*** Opening of EXERCISE DATA ***
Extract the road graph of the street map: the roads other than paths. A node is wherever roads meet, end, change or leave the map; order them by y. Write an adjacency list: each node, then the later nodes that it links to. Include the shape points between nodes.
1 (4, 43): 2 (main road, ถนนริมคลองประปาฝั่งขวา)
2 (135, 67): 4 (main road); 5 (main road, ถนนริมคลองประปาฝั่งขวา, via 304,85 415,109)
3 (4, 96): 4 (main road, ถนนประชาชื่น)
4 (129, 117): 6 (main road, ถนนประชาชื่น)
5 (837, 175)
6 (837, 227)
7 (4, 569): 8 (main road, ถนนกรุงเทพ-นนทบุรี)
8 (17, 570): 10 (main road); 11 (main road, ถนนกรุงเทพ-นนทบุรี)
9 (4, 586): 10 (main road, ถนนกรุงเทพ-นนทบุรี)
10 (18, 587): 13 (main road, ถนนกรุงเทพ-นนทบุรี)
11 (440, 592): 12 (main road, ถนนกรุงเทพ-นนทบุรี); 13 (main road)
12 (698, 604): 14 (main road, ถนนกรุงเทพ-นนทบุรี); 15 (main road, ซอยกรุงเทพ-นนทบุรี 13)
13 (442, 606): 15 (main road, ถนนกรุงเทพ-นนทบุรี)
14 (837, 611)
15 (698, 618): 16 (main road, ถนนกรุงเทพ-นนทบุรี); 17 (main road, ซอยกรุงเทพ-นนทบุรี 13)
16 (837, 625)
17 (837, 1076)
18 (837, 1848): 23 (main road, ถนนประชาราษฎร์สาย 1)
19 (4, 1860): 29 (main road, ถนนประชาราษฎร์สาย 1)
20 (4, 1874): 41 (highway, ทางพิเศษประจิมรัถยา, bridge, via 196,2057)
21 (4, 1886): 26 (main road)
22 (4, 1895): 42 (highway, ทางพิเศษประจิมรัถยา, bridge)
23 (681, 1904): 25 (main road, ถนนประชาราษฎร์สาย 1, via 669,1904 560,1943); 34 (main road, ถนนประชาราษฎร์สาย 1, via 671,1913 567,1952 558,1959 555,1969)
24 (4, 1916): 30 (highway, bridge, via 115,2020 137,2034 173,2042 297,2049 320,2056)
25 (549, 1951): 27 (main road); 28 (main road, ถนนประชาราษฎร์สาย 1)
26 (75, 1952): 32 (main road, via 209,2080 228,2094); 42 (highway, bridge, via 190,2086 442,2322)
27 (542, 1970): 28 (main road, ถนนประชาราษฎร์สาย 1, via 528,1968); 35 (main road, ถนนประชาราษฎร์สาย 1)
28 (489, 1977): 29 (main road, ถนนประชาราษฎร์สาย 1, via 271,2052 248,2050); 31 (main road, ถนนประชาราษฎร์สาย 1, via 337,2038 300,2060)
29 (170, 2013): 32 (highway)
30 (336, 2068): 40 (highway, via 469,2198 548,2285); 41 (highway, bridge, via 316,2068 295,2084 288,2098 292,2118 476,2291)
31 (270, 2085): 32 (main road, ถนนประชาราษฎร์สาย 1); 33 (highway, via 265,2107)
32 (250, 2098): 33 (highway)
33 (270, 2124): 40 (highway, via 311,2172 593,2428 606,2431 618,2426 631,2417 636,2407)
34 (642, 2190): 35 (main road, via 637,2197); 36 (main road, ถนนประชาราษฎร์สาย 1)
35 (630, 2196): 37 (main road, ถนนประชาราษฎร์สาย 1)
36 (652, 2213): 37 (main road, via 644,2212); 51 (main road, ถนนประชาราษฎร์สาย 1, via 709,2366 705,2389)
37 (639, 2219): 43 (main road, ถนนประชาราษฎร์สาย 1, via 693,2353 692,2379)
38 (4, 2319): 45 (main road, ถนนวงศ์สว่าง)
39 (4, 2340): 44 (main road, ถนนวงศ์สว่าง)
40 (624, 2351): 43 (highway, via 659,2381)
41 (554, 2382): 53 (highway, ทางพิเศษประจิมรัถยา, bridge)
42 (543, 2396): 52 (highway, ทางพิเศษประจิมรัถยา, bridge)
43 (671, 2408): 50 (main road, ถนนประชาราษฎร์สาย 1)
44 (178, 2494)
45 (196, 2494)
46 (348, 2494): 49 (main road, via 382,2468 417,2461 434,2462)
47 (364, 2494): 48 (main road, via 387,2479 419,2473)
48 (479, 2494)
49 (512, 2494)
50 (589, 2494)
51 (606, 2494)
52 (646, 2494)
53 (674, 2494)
*** Close of EXERCISE DATA ***
▶ [WORK TO COMPLETE] Work through the entries, filtering for the string "ทางพ", and copy each line that holds it.

▶ [THE ANSWER]
20 (4, 1874): 41 (highway, ทางพิเศษประจิมรัถยา, bridge, via 196,2057)
22 (4, 1895): 42 (highway, ทางพิเศษประจิมรัถยา, bridge)
41 (554, 2382): 53 (highway, ทางพิเศษประจิมรัถยา, bridge)
42 (543, 2396): 52 (highway, ทางพิเศษประจิมรัถยา, bridge)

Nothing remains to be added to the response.